箱根寄木細工のボウル(菓子器?)です。
大:径 23.3㎝、高 5.0㎝。 小:径 11.3㎝、高 2.9㎝。現代。
同じタイプの木皿(ボウル)が、大1個、小10個あります。
市松模様を中心とした幾何学模様が全面に表れています。
この品は、箱根細工の一種、無垢寄木細工です。
よく知られているように、箱根で江戸時代から続く木工細工です。まず、色の異なる様々な木を組み合わせて接着し、複雑な模様のブロック(種木)を作ります。これを特殊な鉋で削れば、複雑な模様のシート(ズク)ができます。このズクを貼り付けた物が通常の箱根寄木細工です。
それに対して、今回の品は種木ブロック自体を轆轤で削って製品にしたものです。通常の寄木細工をスライスとするならば、これはホールですね(^^;
鉋で削ってシート状のズクにすれば、100枚位は取れますが、無垢で使えば、一個しか作れません。 今回の品のような器形では、全体の四分の三は削りカスに消えています。ゼイタク(^.^)
小さい方のボウルについても全く同じです。
大ボウルも小ボウルも、正方角の細木3種を接着してブロックにした種木を削り出してあります。見込みと裏底は断面方向、側面が長さ方向です。断面には市松模様が、削り出された側面には、複雑な模様が出ています。
ざっと勘定して見ると、大のボウルでは、5㎜四方角で長さ5㎝ほどの色違い細木を約2300本、小ボウルは、長さ3㎝ほどの四方角木を約570本、使用しています。これを一本一本接着していって種木を作るのですね。頭が下がります(^.^)
無垢の寄木細工は戦後生み出され、そのデザインが現代の感覚とマッチして、人気急上昇中のアイテムです。

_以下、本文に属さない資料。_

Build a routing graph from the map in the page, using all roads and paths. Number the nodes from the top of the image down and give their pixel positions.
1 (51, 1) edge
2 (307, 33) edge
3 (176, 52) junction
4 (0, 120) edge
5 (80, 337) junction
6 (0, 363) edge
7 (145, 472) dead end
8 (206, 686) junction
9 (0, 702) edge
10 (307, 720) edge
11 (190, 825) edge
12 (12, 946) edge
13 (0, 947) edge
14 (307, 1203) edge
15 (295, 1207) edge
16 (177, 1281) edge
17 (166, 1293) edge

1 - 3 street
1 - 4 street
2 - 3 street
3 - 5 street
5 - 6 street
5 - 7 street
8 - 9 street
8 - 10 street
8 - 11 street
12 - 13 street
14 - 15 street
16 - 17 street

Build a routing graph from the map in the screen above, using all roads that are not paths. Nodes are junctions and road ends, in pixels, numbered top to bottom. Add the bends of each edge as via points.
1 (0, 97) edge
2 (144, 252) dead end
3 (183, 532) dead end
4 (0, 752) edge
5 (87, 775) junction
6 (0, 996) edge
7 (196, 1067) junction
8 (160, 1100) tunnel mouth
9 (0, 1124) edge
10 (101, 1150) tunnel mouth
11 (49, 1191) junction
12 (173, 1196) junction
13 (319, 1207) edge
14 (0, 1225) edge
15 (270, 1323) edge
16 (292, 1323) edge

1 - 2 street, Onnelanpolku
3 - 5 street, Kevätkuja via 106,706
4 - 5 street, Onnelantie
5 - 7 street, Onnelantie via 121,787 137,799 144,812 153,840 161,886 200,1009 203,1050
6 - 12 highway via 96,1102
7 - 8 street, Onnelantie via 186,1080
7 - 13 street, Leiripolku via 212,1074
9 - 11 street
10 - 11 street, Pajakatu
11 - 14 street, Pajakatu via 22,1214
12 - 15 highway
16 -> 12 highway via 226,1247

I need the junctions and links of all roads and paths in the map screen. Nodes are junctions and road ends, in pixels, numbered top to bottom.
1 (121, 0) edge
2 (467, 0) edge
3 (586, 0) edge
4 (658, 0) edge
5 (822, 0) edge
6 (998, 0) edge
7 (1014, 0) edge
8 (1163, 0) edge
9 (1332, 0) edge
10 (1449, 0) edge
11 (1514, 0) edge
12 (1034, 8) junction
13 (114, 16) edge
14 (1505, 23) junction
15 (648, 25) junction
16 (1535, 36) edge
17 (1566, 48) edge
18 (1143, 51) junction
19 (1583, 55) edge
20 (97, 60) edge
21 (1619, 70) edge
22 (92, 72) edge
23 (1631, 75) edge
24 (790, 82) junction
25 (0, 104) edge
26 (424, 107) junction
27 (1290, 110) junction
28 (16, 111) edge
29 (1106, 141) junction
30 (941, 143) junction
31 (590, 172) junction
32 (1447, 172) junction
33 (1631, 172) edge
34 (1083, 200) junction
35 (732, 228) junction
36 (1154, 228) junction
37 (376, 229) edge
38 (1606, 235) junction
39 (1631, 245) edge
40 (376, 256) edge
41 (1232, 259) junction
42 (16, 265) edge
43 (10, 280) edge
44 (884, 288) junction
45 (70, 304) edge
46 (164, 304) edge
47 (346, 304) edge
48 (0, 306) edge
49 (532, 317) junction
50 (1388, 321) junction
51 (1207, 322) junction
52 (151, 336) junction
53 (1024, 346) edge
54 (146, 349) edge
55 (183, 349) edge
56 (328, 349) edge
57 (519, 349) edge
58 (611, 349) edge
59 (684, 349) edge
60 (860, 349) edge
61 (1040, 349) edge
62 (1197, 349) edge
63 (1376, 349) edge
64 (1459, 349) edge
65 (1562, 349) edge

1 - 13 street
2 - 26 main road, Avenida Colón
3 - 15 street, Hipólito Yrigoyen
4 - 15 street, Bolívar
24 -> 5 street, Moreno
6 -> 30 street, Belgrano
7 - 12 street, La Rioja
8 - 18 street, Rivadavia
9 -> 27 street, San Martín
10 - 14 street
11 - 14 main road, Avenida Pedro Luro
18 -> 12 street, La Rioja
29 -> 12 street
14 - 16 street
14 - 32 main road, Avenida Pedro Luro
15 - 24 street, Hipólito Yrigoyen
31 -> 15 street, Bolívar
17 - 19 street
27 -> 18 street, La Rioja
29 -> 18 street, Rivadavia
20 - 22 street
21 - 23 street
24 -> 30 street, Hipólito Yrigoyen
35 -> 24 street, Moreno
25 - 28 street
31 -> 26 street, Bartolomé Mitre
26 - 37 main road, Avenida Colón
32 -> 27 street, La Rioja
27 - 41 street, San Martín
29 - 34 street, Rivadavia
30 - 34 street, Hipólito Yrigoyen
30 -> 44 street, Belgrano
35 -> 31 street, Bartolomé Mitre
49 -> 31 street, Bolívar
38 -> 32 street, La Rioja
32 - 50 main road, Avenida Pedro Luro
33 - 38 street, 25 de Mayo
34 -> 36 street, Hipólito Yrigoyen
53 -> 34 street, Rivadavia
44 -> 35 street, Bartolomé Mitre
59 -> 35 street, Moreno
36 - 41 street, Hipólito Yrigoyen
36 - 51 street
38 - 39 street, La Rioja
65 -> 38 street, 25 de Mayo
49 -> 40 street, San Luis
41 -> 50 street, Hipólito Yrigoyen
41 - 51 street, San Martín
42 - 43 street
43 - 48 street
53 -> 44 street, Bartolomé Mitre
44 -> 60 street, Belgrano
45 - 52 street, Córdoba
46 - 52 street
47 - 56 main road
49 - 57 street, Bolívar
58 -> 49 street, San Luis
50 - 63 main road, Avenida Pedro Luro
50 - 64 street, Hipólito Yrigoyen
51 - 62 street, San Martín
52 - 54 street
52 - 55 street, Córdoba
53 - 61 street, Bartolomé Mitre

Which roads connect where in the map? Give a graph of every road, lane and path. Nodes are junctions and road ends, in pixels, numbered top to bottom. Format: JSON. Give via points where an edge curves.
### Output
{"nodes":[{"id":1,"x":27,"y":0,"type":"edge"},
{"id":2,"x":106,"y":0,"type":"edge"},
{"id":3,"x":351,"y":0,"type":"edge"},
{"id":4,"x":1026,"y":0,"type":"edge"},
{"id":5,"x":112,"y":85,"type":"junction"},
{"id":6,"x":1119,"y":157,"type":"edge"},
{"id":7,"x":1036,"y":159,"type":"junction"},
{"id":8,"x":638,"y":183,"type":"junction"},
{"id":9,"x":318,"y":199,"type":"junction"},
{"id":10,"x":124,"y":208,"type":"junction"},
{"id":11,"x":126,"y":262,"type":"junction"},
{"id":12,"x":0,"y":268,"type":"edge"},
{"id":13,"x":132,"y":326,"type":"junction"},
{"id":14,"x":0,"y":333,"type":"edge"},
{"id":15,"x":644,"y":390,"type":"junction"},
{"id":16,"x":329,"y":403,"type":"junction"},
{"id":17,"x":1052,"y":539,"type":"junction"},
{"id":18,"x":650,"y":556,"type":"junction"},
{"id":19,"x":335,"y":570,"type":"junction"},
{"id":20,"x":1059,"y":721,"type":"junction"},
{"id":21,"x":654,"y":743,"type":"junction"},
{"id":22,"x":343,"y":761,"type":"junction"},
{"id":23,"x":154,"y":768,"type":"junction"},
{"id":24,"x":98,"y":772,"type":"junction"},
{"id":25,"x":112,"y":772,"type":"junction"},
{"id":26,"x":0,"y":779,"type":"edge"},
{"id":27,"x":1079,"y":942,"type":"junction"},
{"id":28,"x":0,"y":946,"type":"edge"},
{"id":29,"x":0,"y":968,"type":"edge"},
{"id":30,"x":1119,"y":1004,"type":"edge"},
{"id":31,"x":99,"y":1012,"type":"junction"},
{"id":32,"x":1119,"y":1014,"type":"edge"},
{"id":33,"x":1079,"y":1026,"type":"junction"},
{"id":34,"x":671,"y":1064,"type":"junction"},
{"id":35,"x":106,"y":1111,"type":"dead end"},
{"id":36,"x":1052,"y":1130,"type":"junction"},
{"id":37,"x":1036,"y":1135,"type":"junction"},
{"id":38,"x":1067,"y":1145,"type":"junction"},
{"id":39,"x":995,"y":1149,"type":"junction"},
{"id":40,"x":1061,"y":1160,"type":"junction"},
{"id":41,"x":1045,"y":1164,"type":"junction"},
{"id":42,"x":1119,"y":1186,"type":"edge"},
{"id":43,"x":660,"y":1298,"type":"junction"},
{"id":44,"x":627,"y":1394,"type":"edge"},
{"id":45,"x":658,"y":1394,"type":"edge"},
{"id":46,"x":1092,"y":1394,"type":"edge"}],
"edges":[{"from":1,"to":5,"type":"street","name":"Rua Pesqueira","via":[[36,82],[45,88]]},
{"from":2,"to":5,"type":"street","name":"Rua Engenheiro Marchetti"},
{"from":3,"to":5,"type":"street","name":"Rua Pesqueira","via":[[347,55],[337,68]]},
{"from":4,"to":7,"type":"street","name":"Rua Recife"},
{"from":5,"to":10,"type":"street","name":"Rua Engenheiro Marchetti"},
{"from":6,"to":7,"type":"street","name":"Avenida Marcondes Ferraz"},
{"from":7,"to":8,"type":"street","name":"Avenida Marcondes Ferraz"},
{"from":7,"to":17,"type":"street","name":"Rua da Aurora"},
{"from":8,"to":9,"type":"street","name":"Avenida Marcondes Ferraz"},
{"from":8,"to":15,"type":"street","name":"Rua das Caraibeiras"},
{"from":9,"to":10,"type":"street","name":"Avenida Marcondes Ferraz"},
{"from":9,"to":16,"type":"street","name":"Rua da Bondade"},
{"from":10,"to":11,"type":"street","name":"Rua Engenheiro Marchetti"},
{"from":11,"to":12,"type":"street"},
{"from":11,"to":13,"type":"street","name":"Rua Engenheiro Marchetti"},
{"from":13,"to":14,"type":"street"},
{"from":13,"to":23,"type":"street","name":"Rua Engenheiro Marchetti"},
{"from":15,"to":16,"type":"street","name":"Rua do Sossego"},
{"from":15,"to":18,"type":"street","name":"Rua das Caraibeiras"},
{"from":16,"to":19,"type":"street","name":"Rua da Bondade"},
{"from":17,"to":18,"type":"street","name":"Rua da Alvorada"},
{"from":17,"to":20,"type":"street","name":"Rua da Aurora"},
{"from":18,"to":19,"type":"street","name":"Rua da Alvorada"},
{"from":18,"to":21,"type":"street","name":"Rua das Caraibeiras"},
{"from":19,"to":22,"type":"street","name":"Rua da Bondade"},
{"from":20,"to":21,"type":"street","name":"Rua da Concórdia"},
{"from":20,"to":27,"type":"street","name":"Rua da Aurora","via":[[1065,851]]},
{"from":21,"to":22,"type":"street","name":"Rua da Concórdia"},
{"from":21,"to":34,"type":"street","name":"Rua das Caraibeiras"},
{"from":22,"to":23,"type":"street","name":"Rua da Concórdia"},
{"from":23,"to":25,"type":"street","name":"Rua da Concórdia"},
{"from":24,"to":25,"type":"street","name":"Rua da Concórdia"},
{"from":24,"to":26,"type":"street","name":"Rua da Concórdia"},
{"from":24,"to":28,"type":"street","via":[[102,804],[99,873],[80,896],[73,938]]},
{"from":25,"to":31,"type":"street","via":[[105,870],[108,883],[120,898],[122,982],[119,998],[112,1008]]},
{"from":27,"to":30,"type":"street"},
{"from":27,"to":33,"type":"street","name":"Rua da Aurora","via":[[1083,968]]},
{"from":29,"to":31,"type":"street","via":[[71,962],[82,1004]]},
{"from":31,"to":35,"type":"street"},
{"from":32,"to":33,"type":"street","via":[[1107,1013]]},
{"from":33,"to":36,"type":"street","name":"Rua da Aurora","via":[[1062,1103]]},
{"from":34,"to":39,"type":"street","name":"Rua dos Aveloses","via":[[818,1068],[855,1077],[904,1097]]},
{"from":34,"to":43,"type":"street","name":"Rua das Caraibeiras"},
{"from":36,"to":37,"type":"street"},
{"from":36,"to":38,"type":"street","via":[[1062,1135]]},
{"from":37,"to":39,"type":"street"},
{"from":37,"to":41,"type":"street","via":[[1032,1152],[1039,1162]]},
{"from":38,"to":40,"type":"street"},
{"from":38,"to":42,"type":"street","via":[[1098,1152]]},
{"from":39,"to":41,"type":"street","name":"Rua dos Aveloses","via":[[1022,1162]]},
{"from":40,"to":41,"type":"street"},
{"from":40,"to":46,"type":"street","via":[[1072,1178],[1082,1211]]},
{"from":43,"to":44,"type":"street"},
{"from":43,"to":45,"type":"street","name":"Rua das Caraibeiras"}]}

ところで、こうやってずっと市松模様ボウルの写真を見ていると、同一の品を見ているような感覚にとらわれませんか?
実際は、こんなに大きさが違う二つのボウルです。
市松模様は、不思議な感覚をもたらすのですね(^.^)
模様が現代感覚にマッチしているので、今は、従来の彦根細工よりも、こちらのタイプの方が人気があるようです。
棚の中に入れっぱなしではなんともならないので、これを機に使ってみます。
特にこのような贅沢な品は特別な存在感が感じられます
今から20数年前に箱根の小涌園に行きましたが(ゼミナールに参加するため)
当時はこういった品に興味がなかったことを、今になって後悔しています。
実用になります。
これまでの箱根細工は、あまり実用には向いていなかったので、小々お高くてもこちらの方がコストパフォーマンスは良いかも知れません。
好みによりますが、飽きはきにくいと思います。
これまでの箱根細工とちがって、水でゴシゴシ洗っても、剥がれることはありません。見かけよりずっと丈夫です。
一目ぼれしてしまいました。
一般的に見る柄と違い珍しい寄木法ですね。
手の込んだ、ぜいたくな、一品です。
貧乏性ですから、こんなにふんだんに寄木を使っていいのだろうか、と思いました(^.^)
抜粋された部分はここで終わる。